Re: [whatwg] Proposal: Change HTML spec to allow any arbitrary value for the <meta> "name" attribute from Ian Hickson on 2014-01-24 (public-whatwg-archive@w3.org from January 2014)

From: Ian Hickson <ian@hixie.ch>
Date: Fri, 24 Jan 2014 21:05:33 +0000 (UTC)
To: "whatwg@lists.whatwg.org" <whatwg@lists.whatwg.org>
Message-ID: <alpine.DEB.2.00.1401230002130.26647@ps20323.dreamhostps.com>

On Tue, 4 Jun 2013, Michael[tm] Smith wrote:
>
> The context of the proposal is the following language in the HTML spec:
>
> "Conformance checkers must use the information given on the WHATWG Wiki
> MetaExtensions page to establish if a value is allowed or not: values
> defined in this specification or marked as "proposed" or "ratified" must
> be accepted, whereas values marked as "discontinued" or not listed in
> either this specification or on the aforementioned page must be rejected
> as invalid."
>
> http://www.whatwg.org/specs/web-apps/current-work/multipage/semantics.html#other-metadata-names
>
> I propose we remove that language from the spec [...]

For the past few years, we've been running an experiment here, getting
people to register values on the wiki:

http://wiki.whatwg.org/wiki/MetaExtensions

We also have the rel extensions registry on the microformats wiki.

Before we go further, we should probably discuss the problem that we're
trying to solve with these registries, instead of just allowing any value
to be used. These are the same reasons as for most things we make non-
conforming at the authoring level:
- helping authors catch cases where their intent is unclear
- helping authors catch typos
- helping authors avoid known interoperability issues
- helping authors avoid wasting time

(See also: http://whatwg.org/html#conformance-requirements-for-authors )

There's also the goal of just documenting what's out there, to help people
who want to invent new values to avoid reinventing the wheel, or at least,
to avoid reinventing it poorly.

I think these goals are reasonable, and worth pursuing. We could just have
wide-open extension points here, allowing any value, not bothering to
define any. But I think this would be a net loss.

>From the aforementioned experiments with wiki registries, we've learnt
several things, which I shall now discuss. Some of these are taken from
mailing list discussions on this thread; thanks to the contributors
thereto. Others are taken from IRC discussions earlier this week; thanks
to Tantek and MikeSmith in particular for their comments:

http://krijnhoetmer.nl/irc-logs/whatwg/20140122#l-552
http://krijnhoetmer.nl/irc-logs/whatwg/20140123#l-88

The first big lesson is that, maybe surprisingly, there's a lot of demand
for these features. The long tail of needs for these values is very long
indeed. Well over a hundred <meta name> keywords have been registered, and
that ignores all the ones that people haven't bothered to register.

Simultaneously, people are unhappy when validators don't know about their
meta names. The modern HTML validators point people to the Wiki; for
example, validator.nu says:

"You can register metadata names on the WHATWG wiki yourself."

People follow the link and attempt to register values all the time.
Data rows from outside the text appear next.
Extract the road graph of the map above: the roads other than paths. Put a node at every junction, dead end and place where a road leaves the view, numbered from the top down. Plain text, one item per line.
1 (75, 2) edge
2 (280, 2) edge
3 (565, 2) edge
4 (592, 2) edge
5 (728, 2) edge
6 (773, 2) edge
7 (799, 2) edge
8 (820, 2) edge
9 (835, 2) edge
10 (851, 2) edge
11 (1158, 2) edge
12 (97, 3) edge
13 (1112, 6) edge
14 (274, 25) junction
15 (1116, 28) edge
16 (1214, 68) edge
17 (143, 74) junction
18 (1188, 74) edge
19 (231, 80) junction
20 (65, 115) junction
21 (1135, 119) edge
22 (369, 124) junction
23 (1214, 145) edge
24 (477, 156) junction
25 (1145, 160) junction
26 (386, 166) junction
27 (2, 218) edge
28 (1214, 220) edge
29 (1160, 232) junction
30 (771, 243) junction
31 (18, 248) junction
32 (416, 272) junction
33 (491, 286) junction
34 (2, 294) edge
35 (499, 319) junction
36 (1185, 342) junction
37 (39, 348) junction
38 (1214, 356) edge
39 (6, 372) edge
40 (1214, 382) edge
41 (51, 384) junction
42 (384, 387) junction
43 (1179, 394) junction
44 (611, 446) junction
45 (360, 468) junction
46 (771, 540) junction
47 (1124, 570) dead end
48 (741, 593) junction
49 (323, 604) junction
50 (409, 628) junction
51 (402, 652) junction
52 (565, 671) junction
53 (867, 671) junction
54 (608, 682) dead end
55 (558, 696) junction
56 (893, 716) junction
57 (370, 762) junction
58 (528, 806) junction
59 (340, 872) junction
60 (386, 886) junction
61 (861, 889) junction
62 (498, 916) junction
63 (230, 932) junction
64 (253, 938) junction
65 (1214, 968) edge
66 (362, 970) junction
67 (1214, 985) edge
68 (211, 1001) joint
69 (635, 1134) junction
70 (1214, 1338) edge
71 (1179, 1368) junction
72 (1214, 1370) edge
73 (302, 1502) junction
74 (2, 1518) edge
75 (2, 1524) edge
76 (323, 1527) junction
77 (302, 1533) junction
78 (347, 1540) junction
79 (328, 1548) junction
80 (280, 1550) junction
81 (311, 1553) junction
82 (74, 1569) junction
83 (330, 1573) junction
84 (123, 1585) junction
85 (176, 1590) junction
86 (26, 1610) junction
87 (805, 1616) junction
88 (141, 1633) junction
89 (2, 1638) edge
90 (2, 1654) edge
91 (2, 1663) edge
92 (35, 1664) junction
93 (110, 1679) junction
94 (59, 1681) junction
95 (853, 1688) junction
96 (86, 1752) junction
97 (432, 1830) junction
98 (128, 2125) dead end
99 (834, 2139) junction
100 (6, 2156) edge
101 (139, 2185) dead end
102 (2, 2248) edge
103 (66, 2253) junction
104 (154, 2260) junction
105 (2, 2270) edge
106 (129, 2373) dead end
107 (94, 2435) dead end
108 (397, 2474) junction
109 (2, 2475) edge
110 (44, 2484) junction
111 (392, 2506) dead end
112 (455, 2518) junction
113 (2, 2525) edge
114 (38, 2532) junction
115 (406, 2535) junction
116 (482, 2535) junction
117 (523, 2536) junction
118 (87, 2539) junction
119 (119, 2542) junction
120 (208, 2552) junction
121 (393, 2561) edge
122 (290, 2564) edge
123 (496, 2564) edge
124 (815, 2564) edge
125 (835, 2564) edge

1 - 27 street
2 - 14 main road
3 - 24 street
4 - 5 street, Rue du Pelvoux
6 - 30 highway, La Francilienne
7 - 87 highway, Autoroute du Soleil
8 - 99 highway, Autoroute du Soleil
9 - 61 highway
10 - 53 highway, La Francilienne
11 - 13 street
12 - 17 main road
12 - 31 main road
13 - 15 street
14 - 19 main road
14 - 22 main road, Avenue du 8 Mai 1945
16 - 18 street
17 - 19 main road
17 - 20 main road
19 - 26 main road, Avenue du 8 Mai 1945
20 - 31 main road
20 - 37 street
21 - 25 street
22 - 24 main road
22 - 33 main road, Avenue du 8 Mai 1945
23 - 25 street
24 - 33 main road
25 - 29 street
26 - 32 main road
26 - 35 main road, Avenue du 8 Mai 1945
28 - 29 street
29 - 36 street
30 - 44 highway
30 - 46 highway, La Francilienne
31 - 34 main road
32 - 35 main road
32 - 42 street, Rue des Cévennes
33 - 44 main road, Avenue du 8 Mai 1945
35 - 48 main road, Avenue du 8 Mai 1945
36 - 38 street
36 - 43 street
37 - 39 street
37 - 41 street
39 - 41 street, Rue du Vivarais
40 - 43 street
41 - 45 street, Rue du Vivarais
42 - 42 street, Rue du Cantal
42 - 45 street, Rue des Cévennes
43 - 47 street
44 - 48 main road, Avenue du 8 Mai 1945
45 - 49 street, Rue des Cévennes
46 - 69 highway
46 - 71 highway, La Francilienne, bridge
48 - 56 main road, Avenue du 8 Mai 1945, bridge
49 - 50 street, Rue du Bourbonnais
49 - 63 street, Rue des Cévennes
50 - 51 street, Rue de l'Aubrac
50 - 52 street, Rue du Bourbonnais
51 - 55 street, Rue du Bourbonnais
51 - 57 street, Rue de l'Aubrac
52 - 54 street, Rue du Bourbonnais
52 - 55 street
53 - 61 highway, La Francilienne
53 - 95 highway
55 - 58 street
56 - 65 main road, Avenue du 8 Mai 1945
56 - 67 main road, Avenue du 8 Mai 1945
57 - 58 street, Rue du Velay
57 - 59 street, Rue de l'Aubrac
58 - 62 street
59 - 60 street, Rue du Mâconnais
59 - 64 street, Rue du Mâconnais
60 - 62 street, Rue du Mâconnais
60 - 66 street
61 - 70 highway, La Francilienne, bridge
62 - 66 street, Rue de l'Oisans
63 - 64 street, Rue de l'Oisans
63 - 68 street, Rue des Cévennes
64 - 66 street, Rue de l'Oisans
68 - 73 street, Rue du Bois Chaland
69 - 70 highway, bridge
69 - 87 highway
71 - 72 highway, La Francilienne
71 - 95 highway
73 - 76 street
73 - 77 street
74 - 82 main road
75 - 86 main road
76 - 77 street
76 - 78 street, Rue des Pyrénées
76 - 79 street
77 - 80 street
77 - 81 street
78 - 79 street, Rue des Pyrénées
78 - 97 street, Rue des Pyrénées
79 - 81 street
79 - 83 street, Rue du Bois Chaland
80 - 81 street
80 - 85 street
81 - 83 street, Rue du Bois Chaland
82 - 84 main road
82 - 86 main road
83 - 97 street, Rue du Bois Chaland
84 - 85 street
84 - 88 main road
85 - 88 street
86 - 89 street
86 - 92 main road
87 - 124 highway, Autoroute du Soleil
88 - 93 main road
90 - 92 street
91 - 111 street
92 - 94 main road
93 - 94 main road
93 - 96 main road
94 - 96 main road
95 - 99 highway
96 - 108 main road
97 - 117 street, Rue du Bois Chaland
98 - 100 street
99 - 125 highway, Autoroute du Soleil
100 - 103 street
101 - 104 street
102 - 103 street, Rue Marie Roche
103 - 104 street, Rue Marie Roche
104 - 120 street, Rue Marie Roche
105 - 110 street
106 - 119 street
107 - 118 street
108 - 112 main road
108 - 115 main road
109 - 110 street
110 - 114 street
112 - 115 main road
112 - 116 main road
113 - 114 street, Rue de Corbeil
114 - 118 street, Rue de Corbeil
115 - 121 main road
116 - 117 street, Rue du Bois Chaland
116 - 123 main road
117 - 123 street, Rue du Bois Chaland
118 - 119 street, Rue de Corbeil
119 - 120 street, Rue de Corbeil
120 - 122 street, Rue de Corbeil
The
barrier to adding values has been low, but still not trivial: you have to
e-mail a request for a wiki account, then when you get it a few days
later, you have to add the item to the wiki page which means editing
MediaWiki's table markup. We get a few requests for accounts each week. We
also get a number of people each week filing unclear bug reports on the
spec asking, I think, for certain values to be registered.

One lesson from this is that we could make this much easier, e.g. by
having validators offer to register the keyword directly. The wikis for
<meta name> and <link rel> have been wildly more successful than IETF/IANA
registries, at least in terms of how many keywords they document. This is,
presumably, due to the lower barrier for entry. If a goal is to document
values used on the Web, then lowering the barrier to entry even further
might increase the volume of documentation.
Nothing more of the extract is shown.